Distributions of the three kinematic distributions μ ℓℓ , μ bb, and M b . Data (\(5.0\mbox{$~\text{fb}^{\text{$-$1}}$}\)) are shown with error bars. MC simulation is overlaid in solid color to illustrate the approximate \(\mathrm{t}\overline{\mathrm{t}}\) signal and background content of the distributions. The backgrounds contained in “Other” are listed in Table 1. The zero-bin of the μ ℓℓ plot is suppressed for clarity. The M b plot contains multiple entries per event (see Sect. 5.3 for details). In all cases, the simulation is normalized to an integrated luminosity of 5.0 fb−1 with next-to-leading-order (NLO) cross sections as described in the text

The agreement between data and MC is generally good, but the comparisons are for illustration only and the analysis and results that follow do not depend strongly on the MC simulation or its agreement with observation.

5 Backgrounds

The two-lepton requirement at the core of the event selection ensures an exceptionally clean sample. Nevertheless a few types of background must be considered, including top-quark decays with τ-lepton daughters, pp→tW events, and sub-percent contributions from other sources.

5.1 Physics backgrounds

The physics backgrounds consist of \(\mathrm{t}\overline {\mathrm{t}}\) decays that do not conform to the dilepton topology of interest, as well as non-\(\mathrm {t}\overline{\mathrm{t}}\) decays. Table 1 shows the estimation of signal and background events in MC simulation. The MC generators used throughout this study are mc@nlo 3.41 [29] for all \(\mathrm{t}\overline{\mathrm{t}}\) samples, pythia 6.4 [30] for the diboson samples, and MadGraph 5.1.1.0 [31] for all others. The simulated data samples are normalized to 7 TeV NLO cross sections and an integrated luminosity of 5.0 fb−1.

Table 1 Estimate of signal and background composition in MC simulation, normalized to an integrated luminosity of 5.0 fb−1 and NLO cross sections as described in the text

Events in which a top quark decays through a τ lepton (e.g. \(\mathrm {t}\to \mathrm {b}\tau^{+}\nu _{\tau}\to \mathrm {b}\ell^{+}\nu_{\ell }\bar{\nu}_{\tau}\nu_{\tau}\)), constitute about 13 % of the events surviving all selection requirements. From the point of view of event selection, these events are background. The unobserved momentum carried by the extra neutrinos, however, ensures that these events reconstruct to M T2 and M b values below their true values and hence fall below the endpoint of signal events with direct decays to e or \(\mathrm{\mu} \) final states. We therefore include these events among the signal sample. This leaves in principle a small distortion to the kinematic shapes, but the distortion is far from the endpoint and its impact on the mass extraction is negligible.

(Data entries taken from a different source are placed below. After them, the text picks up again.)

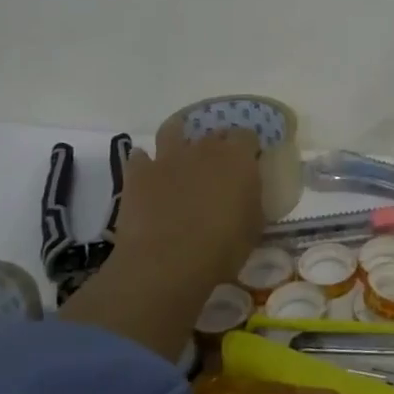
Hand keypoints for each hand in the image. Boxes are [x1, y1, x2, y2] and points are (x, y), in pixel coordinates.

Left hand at [116, 128, 263, 281]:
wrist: (166, 263)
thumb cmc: (221, 247)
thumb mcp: (254, 225)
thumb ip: (251, 199)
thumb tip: (245, 193)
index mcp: (237, 157)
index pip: (247, 135)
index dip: (247, 148)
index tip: (248, 163)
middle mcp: (204, 148)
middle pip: (213, 133)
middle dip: (217, 145)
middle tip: (217, 168)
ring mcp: (168, 157)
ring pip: (172, 130)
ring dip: (178, 136)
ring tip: (179, 151)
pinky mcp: (139, 173)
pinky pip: (139, 157)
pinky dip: (144, 163)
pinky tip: (148, 174)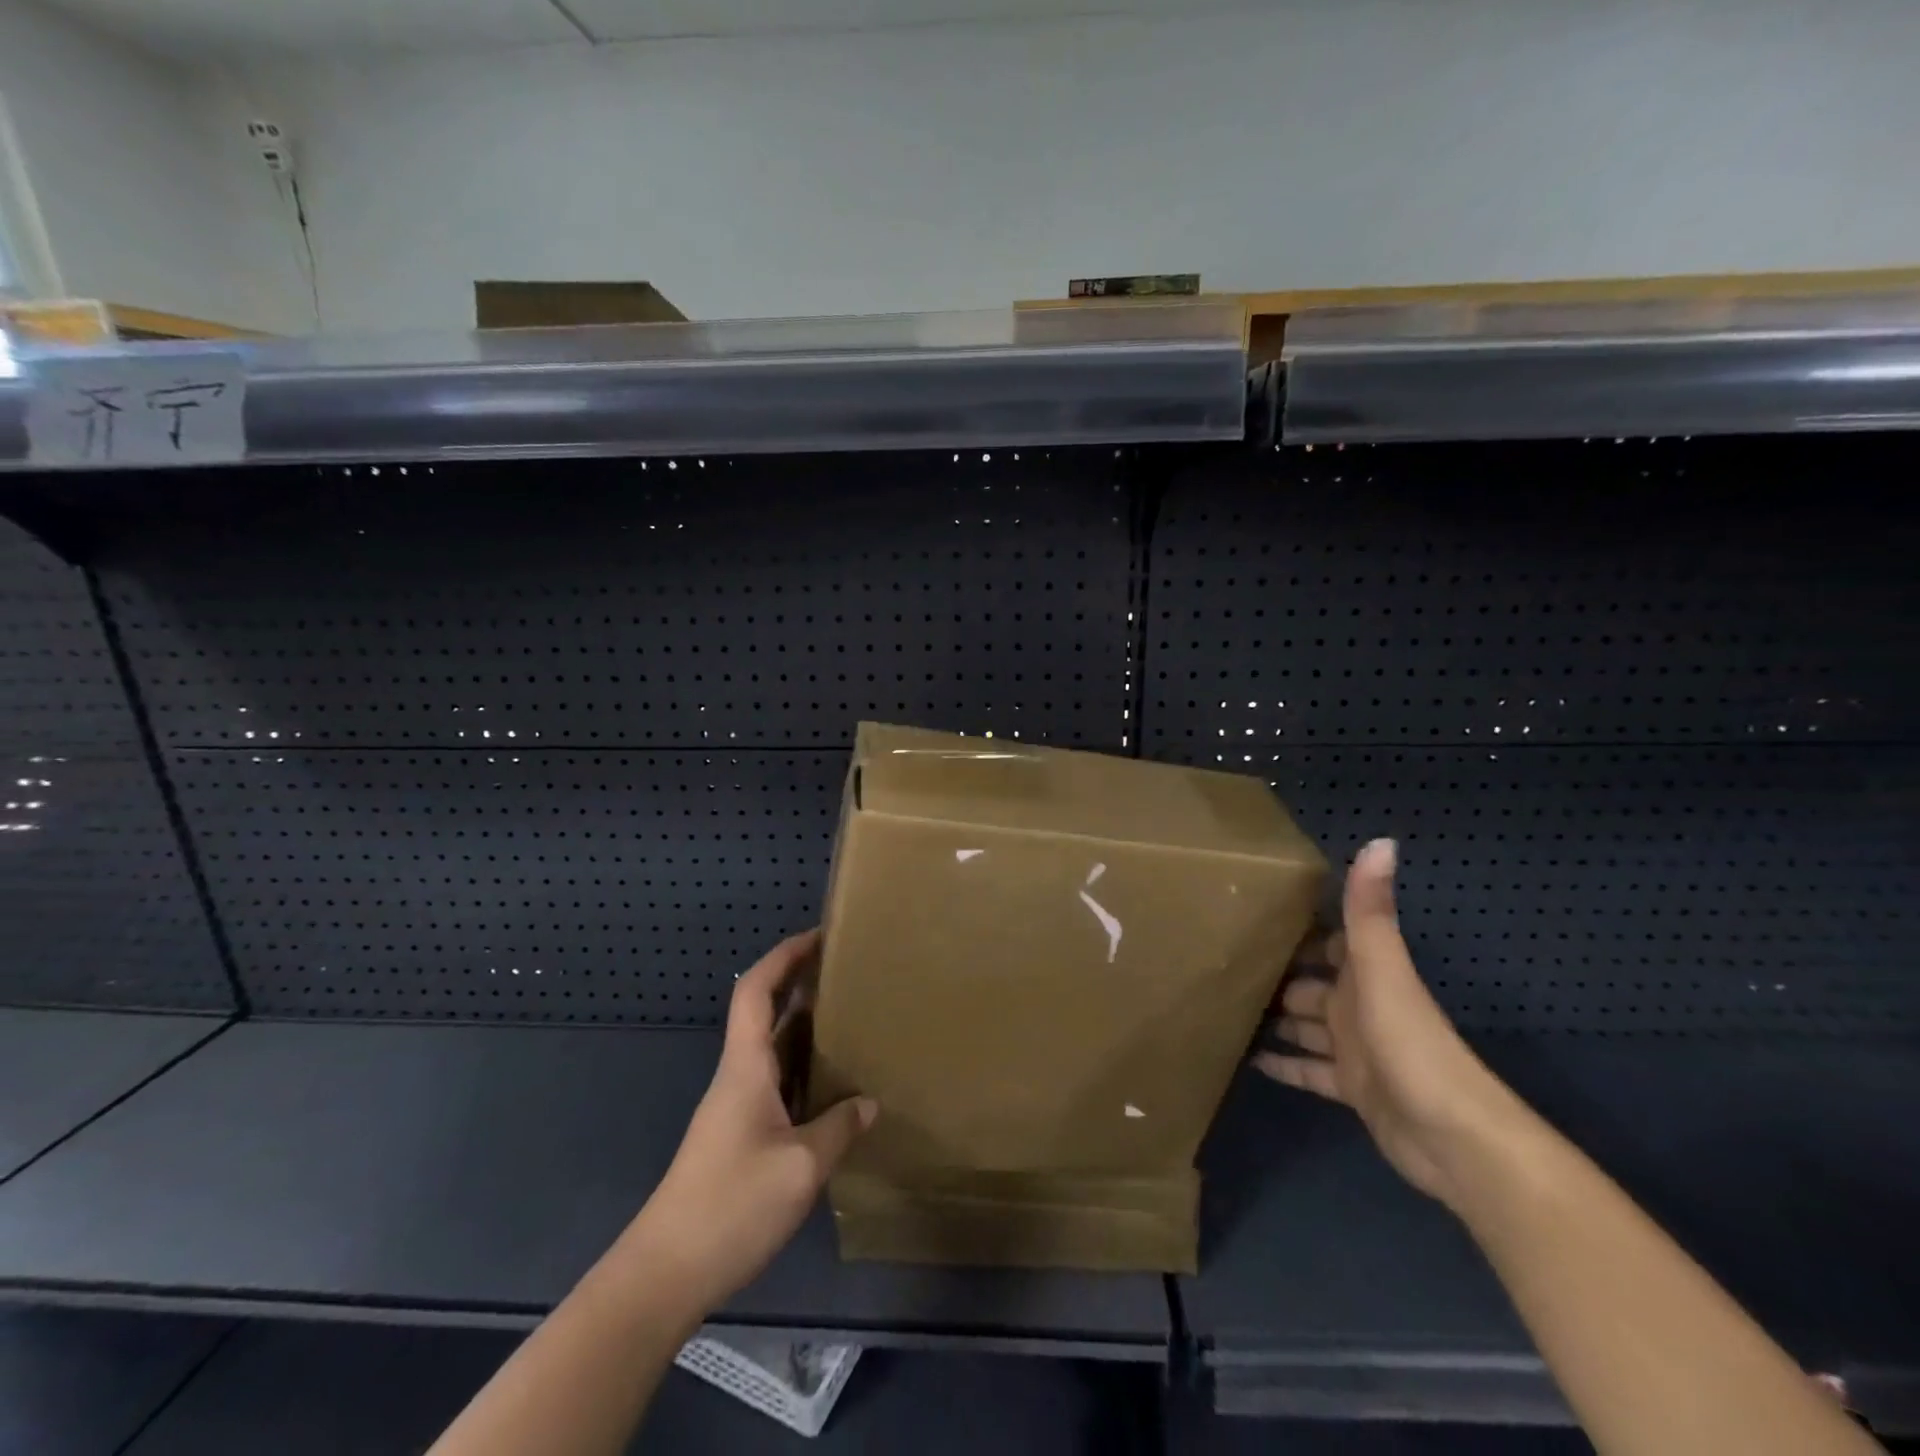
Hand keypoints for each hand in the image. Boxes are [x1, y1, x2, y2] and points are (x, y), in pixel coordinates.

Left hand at [620, 930, 877, 1311]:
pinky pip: (774, 1084)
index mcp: (746, 1067)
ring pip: (771, 1050)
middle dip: (799, 983)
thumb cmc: (731, 1206)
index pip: (757, 990)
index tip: (818, 937)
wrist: (664, 1274)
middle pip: (764, 1012)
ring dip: (803, 1027)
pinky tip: (831, 1086)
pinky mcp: (737, 1137)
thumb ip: (838, 1128)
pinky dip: (802, 1069)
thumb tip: (868, 1103)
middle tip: (846, 973)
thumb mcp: (800, 1167)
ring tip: (849, 1020)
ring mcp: (735, 1108)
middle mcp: (738, 1077)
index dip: (783, 956)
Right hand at [1254, 839, 1522, 1208]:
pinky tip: (1249, 1058)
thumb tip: (1381, 841)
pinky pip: (1308, 1071)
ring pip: (1307, 1028)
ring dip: (1276, 1020)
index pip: (1332, 942)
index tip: (1257, 915)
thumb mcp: (1384, 970)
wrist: (1453, 1139)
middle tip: (1225, 967)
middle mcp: (1360, 1007)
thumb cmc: (1410, 1044)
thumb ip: (1370, 913)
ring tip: (1227, 1008)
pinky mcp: (1351, 1089)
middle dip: (1277, 976)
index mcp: (1367, 976)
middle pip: (1312, 986)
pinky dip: (1284, 1064)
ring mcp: (1356, 1050)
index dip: (1301, 930)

5.2 Modelling the mistag background

In addition to the backgrounds discussed above, which fall within the bulk the distributions, it is essential also to treat events that lie beyond the nominal signal endpoint. In this analysis, the main source of such events comes from genuine \(\mathrm{t}\overline{\mathrm {t}}\) events where one of the jets not originating from a top-quark decay is mistagged as a b jet. An event in which a light-quark or gluon jet is treated as coming from a top quark can result in events beyond the endpoint in the μ bb and M b distributions, as can be seen in Fig. 4. The measurement of μ ℓℓ , on the other hand, depends primarily on the two leptons and is unaffected by mistags.

Fig. 4
figure 4

Composition of MC event samples, illustrating that signal events with light-quark and gluon jet contamination dominate the region beyond the endpoint. The top and bottom M b distributions contain the same information plotted with different vertical scales. The backgrounds contained in “Other” are listed in Table 1

To determine the shape of the mistag background in μ bb and M b , we select a control sample with one b-tagged jet and one antitagged jet, where the antitagging identifies jets that are more likely to be light-quark or gluon jets than b jets. Antitagging uses the same algorithm as combined secondary vertex algorithm, but selects jets with a low discriminator value to obtain a sample dominated by light-quark and gluon jets. We classify event samples by the b-tag values of the two selected jets, and identify three samples of interest: a signal sample where both jets are b-tagged; a background sample where one jet is b-tagged and the other antitagged; and another background sample where both jets are antitagged. Table 2 shows the composition of these samples as determined in MC simulation. We select the sample consisting of pairs with one tagged and one antitagged jet to be the control sample and use it to determine the shape of the background lying beyond the signal endpoint. It contains a significant fraction of signal events, 27 %, but these all lie below the endpoint and categorizing them as background does not change the endpoint fit.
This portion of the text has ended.